Witnessing transition at a crystal/liquid interface

Researchers use confocal microscopy to image particles that are changing states.

Nancy D. Lamontagne
Publication Date (Web): August 20, 2009

Researchers have now captured images of the fuzzy interface between crystal and liquid at equilibrium. Such interfaces occur where ice meets the liquid in a glass of ice water, for example. A better understanding of how these interfaces work could be useful in industrial applications such as investigating the use of colloidal crystals as optical switches.

Water molecules are too small to study during a transition in state, so Eric Weeks and Jessica Hernández-Guzmán at Emory University upped the scale by modeling molecules with colloidal PMMA particles (~2.3 μm average diameter) suspended in a mixture of cyclohexyl bromide and decalin.

The solvent closely matched the density and refractive index of the particles, but the researchers added extra decalin. The resulting slight density mismatch let them use gravity to create a crystal in coexistence with the liquid inside glass microscope slides. They stored the slides vertically and allowed them to equilibrate for more than one month. Then the researchers imaged the samples using a confocal microscope with a base turned 90° to keep the slides oriented in the same way that they were stored.

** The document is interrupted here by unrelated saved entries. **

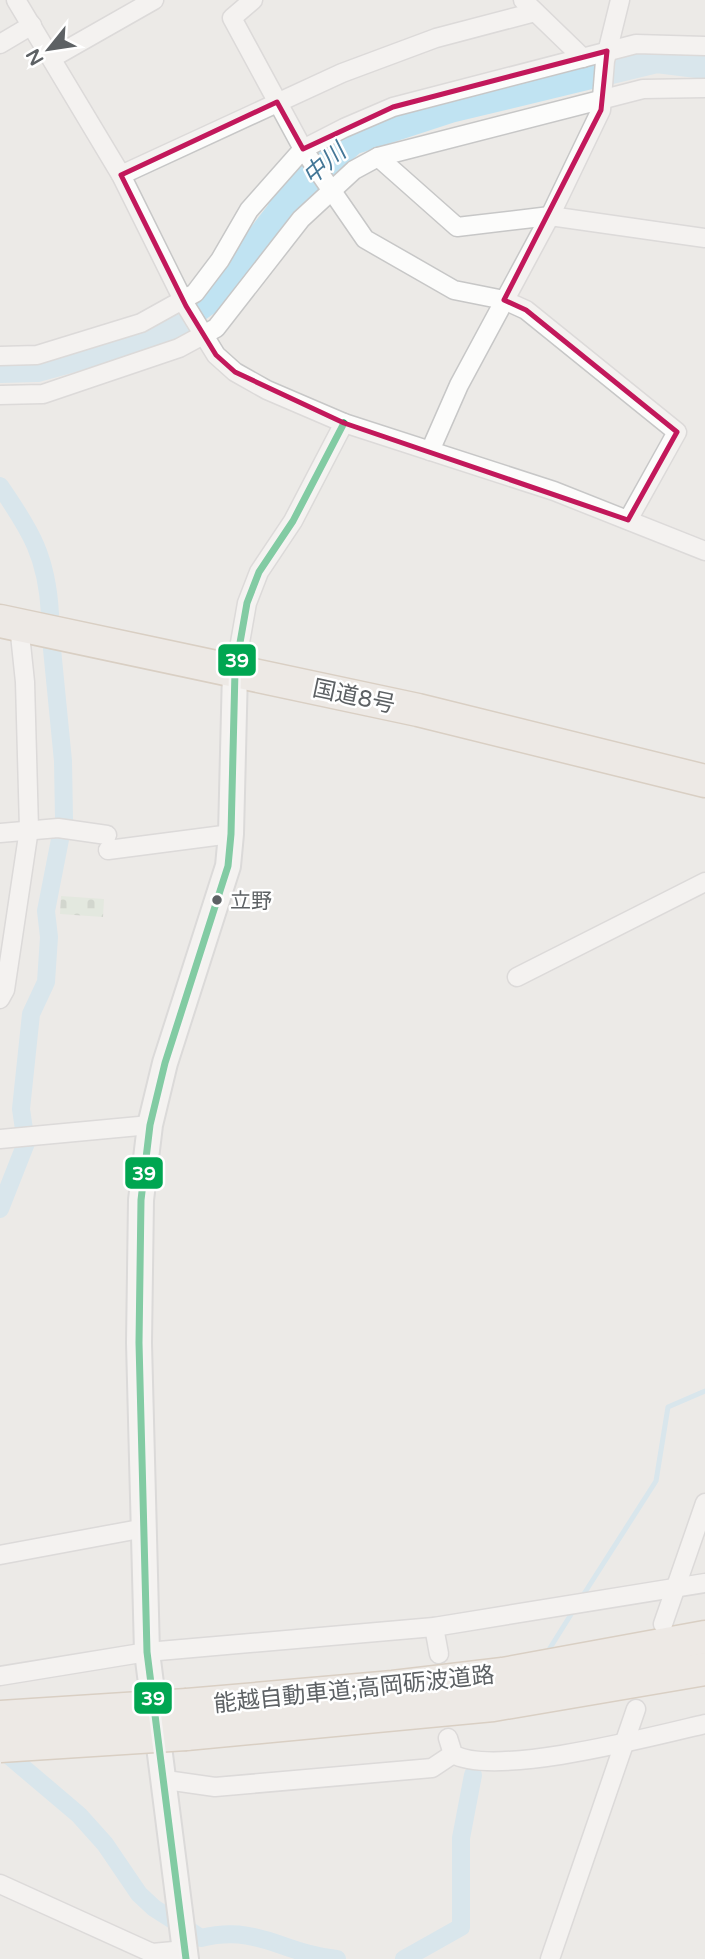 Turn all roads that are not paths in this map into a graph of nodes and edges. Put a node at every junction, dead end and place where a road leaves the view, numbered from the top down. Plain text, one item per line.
1 (16, 0) edge
2 (154, 0) edge
3 (253, 0) edge
4 (620, 0) edge
5 (529, 6) edge
6 (32, 25) junction
7 (0, 44) edge
8 (705, 46) edge
9 (606, 56) junction
10 (52, 58) junction
11 (583, 58) junction
12 (705, 88) edge
13 (602, 94) junction
14 (277, 102) junction
15 (305, 153) junction
16 (378, 157) junction
17 (121, 175) junction
18 (327, 188) junction
19 (550, 216) junction
20 (705, 239) edge
21 (504, 300) junction
22 (185, 303) junction
23 (202, 332) junction
24 (0, 356) edge
25 (0, 395) edge
26 (344, 423) junction
27 (430, 451) junction
28 (628, 520) junction
29 (705, 551) edge
30 (10, 623) edge
31 (235, 671) junction
32 (705, 781) edge
33 (29, 829) junction
34 (0, 833) edge
35 (231, 834) junction
36 (705, 881) edge
37 (517, 977) dead end
38 (0, 999) edge
39 (149, 1125) junction
40 (0, 1139) edge
41 (705, 1503) edge
42 (145, 1528) junction
43 (0, 1555) edge
44 (705, 1583) edge
45 (675, 1590) junction
46 (663, 1624) dead end
47 (435, 1627) junction
48 (705, 1637) edge
49 (147, 1652) junction
50 (439, 1654) dead end
51 (705, 1669) edge
52 (0, 1676) edge
53 (636, 1709) dead end
54 (0, 1717) edge
55 (187, 1720) junction
56 (705, 1724) edge
57 (626, 1742) junction
58 (0, 1746) edge
59 (166, 1780) junction
60 (0, 1884) edge
61 (186, 1955) edge
62 (550, 1959) edge

1 - 6 street
2 - 10 street
3 - 14 street
4 - 9 street
5 - 11 street
5 - 14 street
6 - 7 street
6 - 10 street
8 - 9 street
9 - 11 street
9 - 13 street
10 - 17 street
11 - 15 street
12 - 13 street
13 - 16 street
13 - 19 street
14 - 15 street
14 - 17 street
15 - 18 street
15 - 22 street
16 - 18 street
16 - 19 street
17 - 22 street
18 - 21 street
18 - 23 street
19 - 20 street
19 - 21 street
21 - 27 street
21 - 28 street
22 - 23 street
22 - 24 street
23 - 25 street
23 - 26 street
26 - 27 street
26 - 31 street
27 - 28 street
28 - 29 street
30 - 31 highway, 国道8号
30 - 33 street
31 - 32 highway, 国道8号
31 - 35 main road
33 - 34 street
33 - 35 street
33 - 38 street
35 - 39 main road
36 - 37 street
39 - 40 street
39 - 42 main road
41 - 45 street
42 - 43 street
42 - 49 main road
44 - 45 street
45 - 46 street
45 - 47 street
47 - 49 street
47 - 50 street
48 - 55 highway, 能越自動車道;高岡砺波道路
49 - 52 street
49 - 59 main road
51 - 55 highway, 能越自動車道;高岡砺波道路
53 - 57 street
54 - 55 highway, 能越自動車道;高岡砺波道路, bridge
55 - 58 highway, 能越自動車道;高岡砺波道路, bridge
56 - 57 street
57 - 59 street
57 - 62 street
59 - 61 main road
60 - 61 street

The researchers acquired 3D images every 25 seconds and followed the particle movement with standard tracking methods. Algorithms were used to classify the degree of organization of each particle. The particles were digitally labeled with a color scale according to their state: dark blue represented the most crystalline and dark red the most liquid.

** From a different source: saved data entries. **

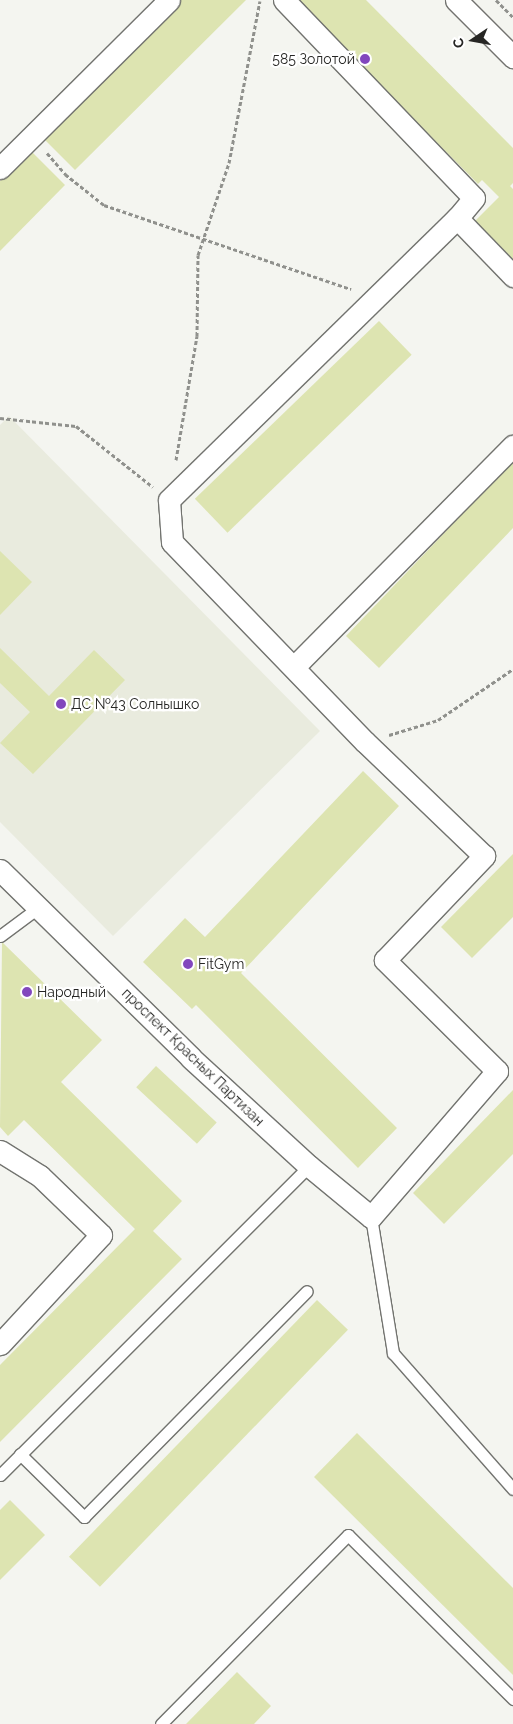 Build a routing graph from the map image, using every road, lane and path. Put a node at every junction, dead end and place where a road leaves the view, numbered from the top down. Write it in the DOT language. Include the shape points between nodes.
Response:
graph roads {
  1 [pos="170,0"];
  2 [pos="260,0"];
  3 [pos="284,0"];
  4 [pos="456,0"];
  5 [pos="496,0"];
  6 [pos="513,17"];
  7 [pos="513,57"];
  8 [pos="32,136"];
  9 [pos="0,168"];
  10 [pos="456,218"];
  11 [pos="204,237"];
  12 [pos="513,276"];
  13 [pos="375,298"];
  14 [pos="0,418"];
  15 [pos="513,446"];
  16 [pos="169,500"];
  17 [pos="295,666"];
  18 [pos="513,669"];
  19 [pos="365,742"];
  20 [pos="0,870"];
  21 [pos="39,907"];
  22 [pos="0,936"];
  23 [pos="0,1151"];
  24 [pos="309,1166"];
  25 [pos="371,1217"];
  26 [pos="307,1291"];
  27 [pos="0,1344"];
  28 [pos="20,1454"];
  29 [pos="0,1475"];
  30 [pos="513,1489"];
  31 [pos="513,1699"];
  32 [pos="161,1724"];
  1 -- 8 [label="street"];
  2 -- 11 [label="path" via="228,163"];
  3 -- 10 [label="street" via="474,198"];
  4 -- 7 [label="street"];
  5 -- 6 [label="path"];
  8 -- 9 [label="street"];
  8 -- 11 [label="path" via="65,174 104,205"];
  10 -- 12 [label="street"];
  10 -- 13 [label="street"];
  11 -- 13 [label="path"];
  11 -- 16 [label="path" via="198,255 197,336"];
  13 -- 16 [label="street"];
  14 -- 16 [label="path" via="76,426"];
  15 -- 17 [label="street"];
  16 -- 17 [label="street" via="172,542"];
  17 -- 19 [label="street"];
  18 -- 19 [label="path" via="438,720"];
  19 -- 25 [label="street" via="484,856 384,960 497,1071"];
  20 -- 21 [label="street, проспект Красных Партизан"];
  21 -- 22 [label="lane"];
  21 -- 24 [label="street, проспект Красных Партизан" via="191,1058"];
  23 -- 27 [label="street" via="40,1176 101,1234"];
  24 -- 25 [label="street, проспект Красных Партизан"];
  24 -- 28 [label="lane"];
  25 -- 30 [label="lane" via="393,1353"];
  26 -- 28 [label="lane" via="84,1517"];
  28 -- 29 [label="lane"];
  31 -- 32 [label="lane" via="348,1535"];
}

The images revealed some surprising results. Spatially, the colloids transitioned very quickly from completely organized to completely disorganized. The fuzzy region between the two states was not much thicker than the particle size—much smaller than scientists previously thought. In the other dimension, the researchers observed the capillary waves—which are known to occur in a transition between two states of matter—and found that the waves seemed to broaden the surface of the interface. (Proc. Natl. Acad. Sci. U.S.A. 2009, DOI 10.1073/pnas.0904682106)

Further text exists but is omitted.